Directions for this task -
Your answer must be an exact copy of the records below, with no pictures in it.
***** Excerpted records *****
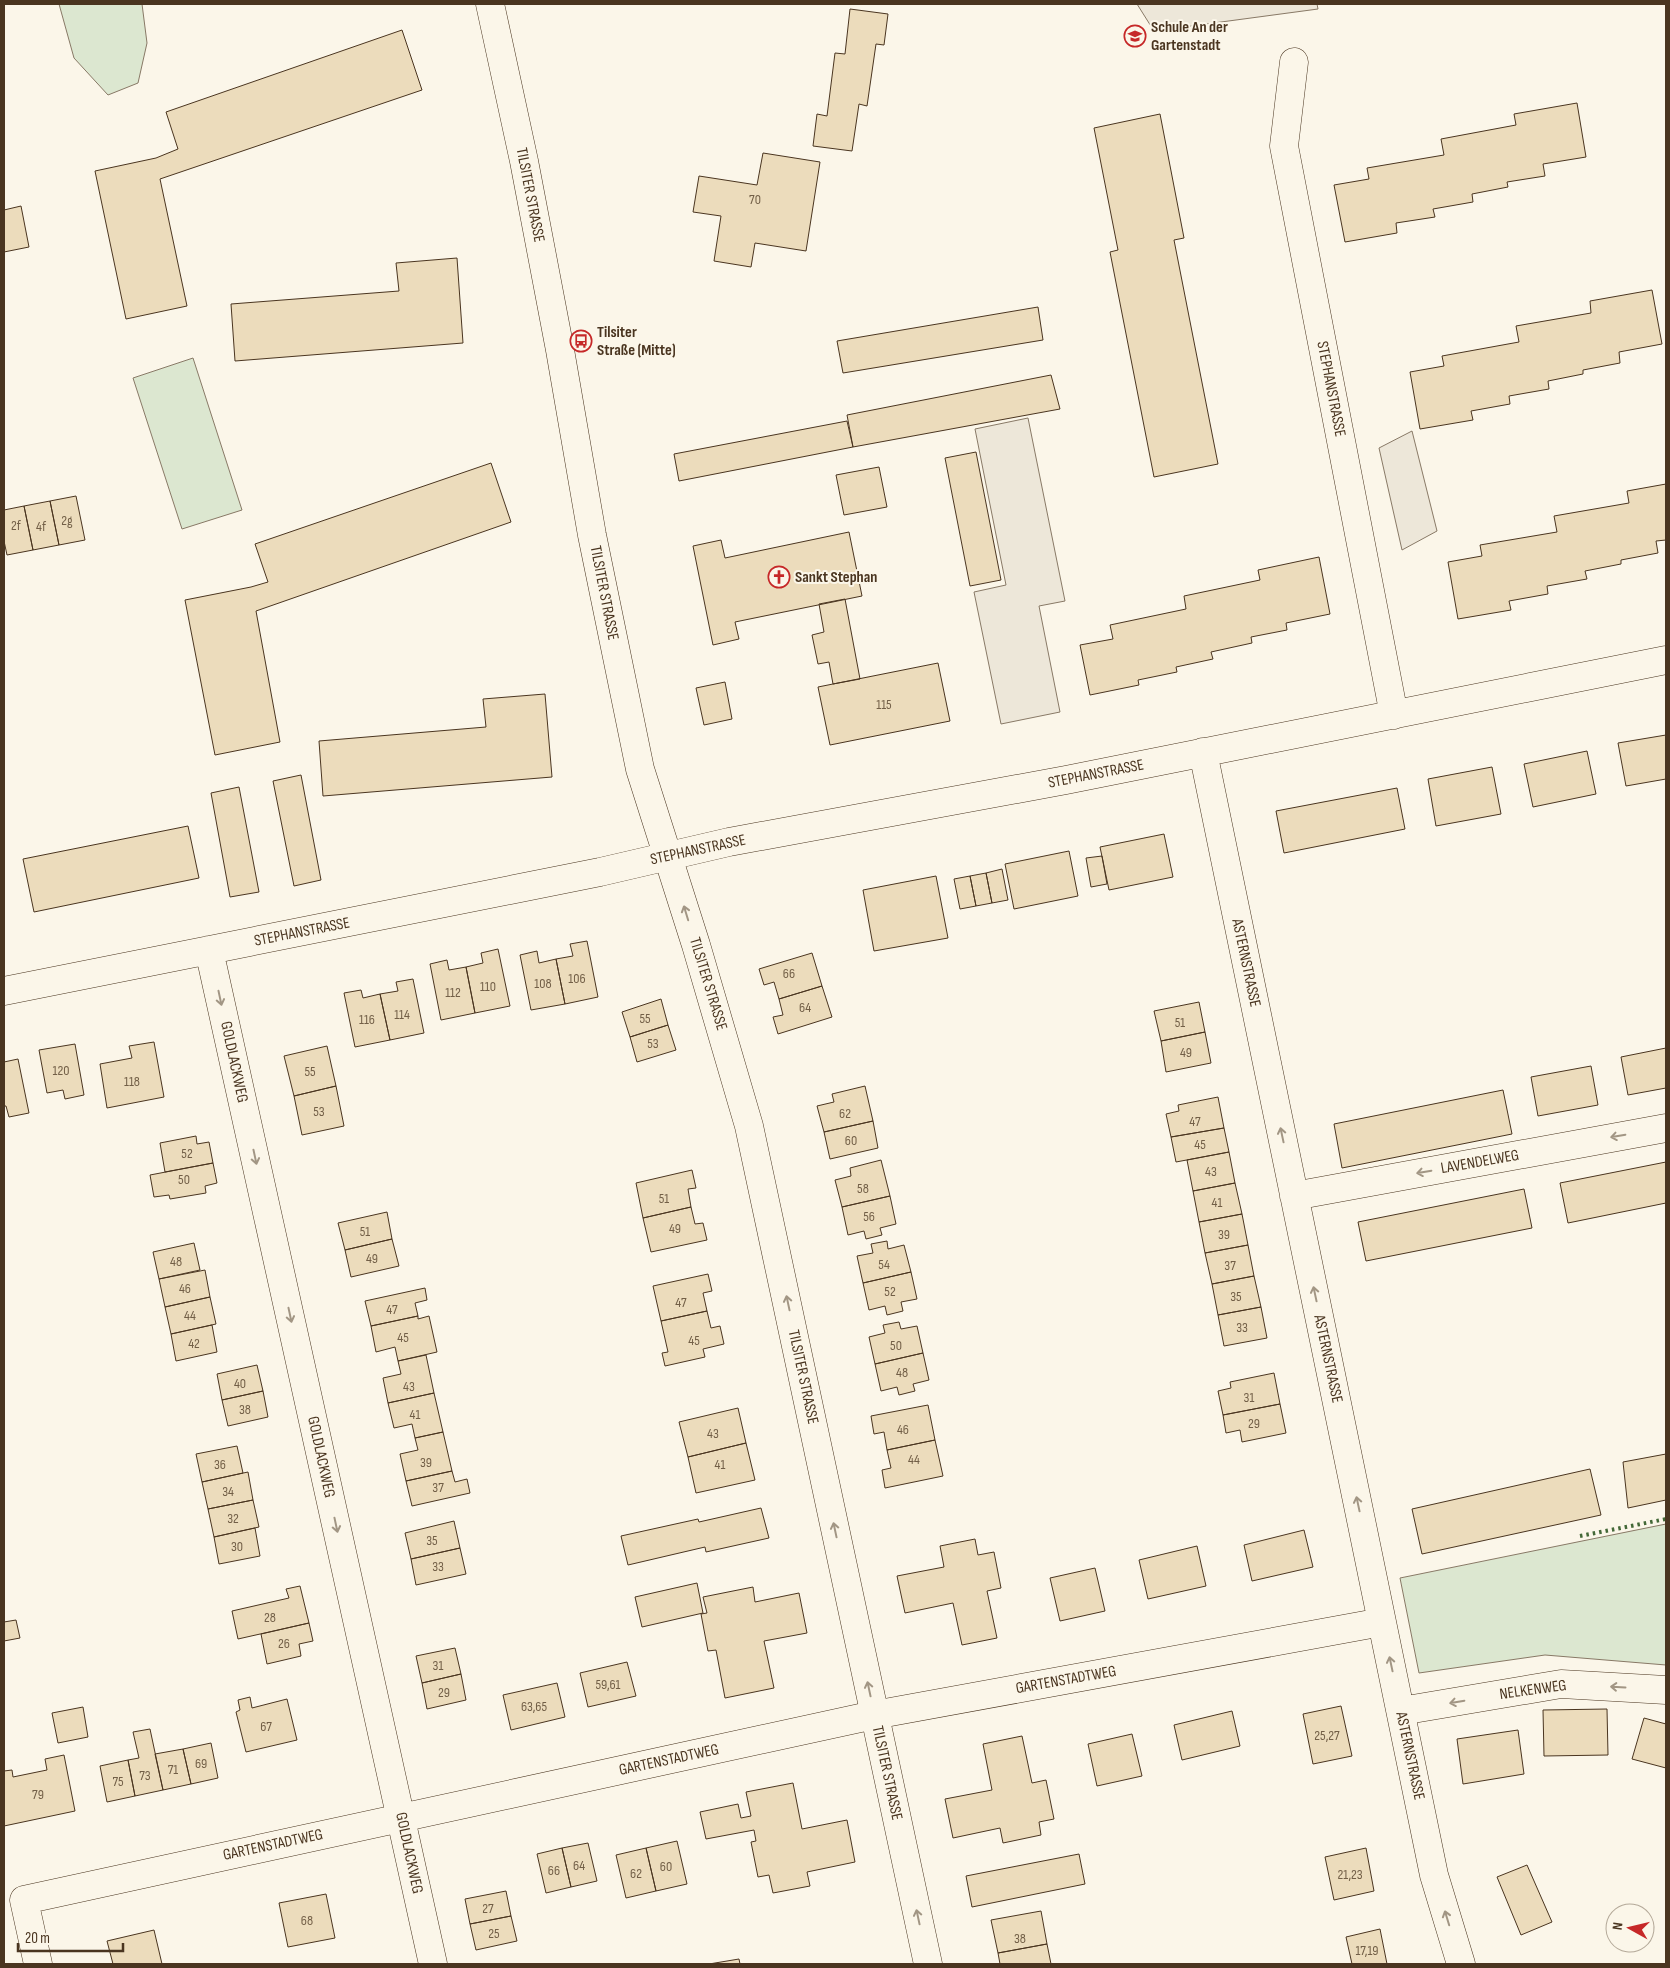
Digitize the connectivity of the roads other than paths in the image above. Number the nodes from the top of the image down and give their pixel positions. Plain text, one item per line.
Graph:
1 (490, 4) edge
2 (1294, 62) dead end
3 (1666, 660) edge
4 (1394, 715) junction
5 (1203, 752) junction
6 (668, 856) junction
7 (209, 950) junction
8 (4, 991) edge
9 (1666, 1128) edge
10 (1294, 1196) junction
11 (1382, 1622) junction
12 (1666, 1690) edge
13 (1401, 1711) junction
14 (874, 1715) junction
15 (401, 1817) junction
16 (38, 1964) edge
17 (433, 1964) edge
18 (928, 1964) edge
19 (1462, 1964) edge

1 - 6 street, TILSITER STRASSE
2 - 4 street, STEPHANSTRASSE
3 - 4 street, STEPHANSTRASSE
4 - 5 street, STEPHANSTRASSE
5 - 6 street, STEPHANSTRASSE
10 -> 5 street, ASTERNSTRASSE
6 - 7 street, STEPHANSTRASSE
14 -> 6 street, TILSITER STRASSE
7 - 8 street, STEPHANSTRASSE
7 -> 15 street, GOLDLACKWEG
9 -> 10 street, LAVENDELWEG
11 -> 10 street, ASTERNSTRASSE
13 -> 11 street, ASTERNSTRASSE
11 - 14 street, GARTENSTADTWEG
12 -> 13 street, NELKENWEG
19 -> 13 street, ASTERNSTRASSE
14 - 15 street, GARTENSTADTWEG
18 -> 14 street, TILSITER STRASSE
15 - 16 street, GARTENSTADTWEG
15 - 17 street, GOLDLACKWEG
*****
Answer section -
Digitize the connectivity of the roads other than paths in the image above. Number the nodes from the top of the image down and give their pixel positions. Plain text, one item per line.
Graph:
1 (490, 4) edge
2 (1294, 62) dead end
3 (1666, 660) edge
4 (1394, 715) junction
5 (1203, 752) junction
6 (668, 856) junction
7 (209, 950) junction
8 (4, 991) edge
9 (1666, 1128) edge
10 (1294, 1196) junction
11 (1382, 1622) junction
12 (1666, 1690) edge
13 (1401, 1711) junction
14 (874, 1715) junction
15 (401, 1817) junction
16 (38, 1964) edge
17 (433, 1964) edge
18 (928, 1964) edge
19 (1462, 1964) edge

1 - 6 street, TILSITER STRASSE
2 - 4 street, STEPHANSTRASSE
3 - 4 street, STEPHANSTRASSE
4 - 5 street, STEPHANSTRASSE
5 - 6 street, STEPHANSTRASSE
10 -> 5 street, ASTERNSTRASSE
6 - 7 street, STEPHANSTRASSE
14 -> 6 street, TILSITER STRASSE
7 - 8 street, STEPHANSTRASSE
7 -> 15 street, GOLDLACKWEG
9 -> 10 street, LAVENDELWEG
11 -> 10 street, ASTERNSTRASSE
13 -> 11 street, ASTERNSTRASSE
11 - 14 street, GARTENSTADTWEG
12 -> 13 street, NELKENWEG
19 -> 13 street, ASTERNSTRASSE
14 - 15 street, GARTENSTADTWEG
18 -> 14 street, TILSITER STRASSE
15 - 16 street, GARTENSTADTWEG
15 - 17 street, GOLDLACKWEG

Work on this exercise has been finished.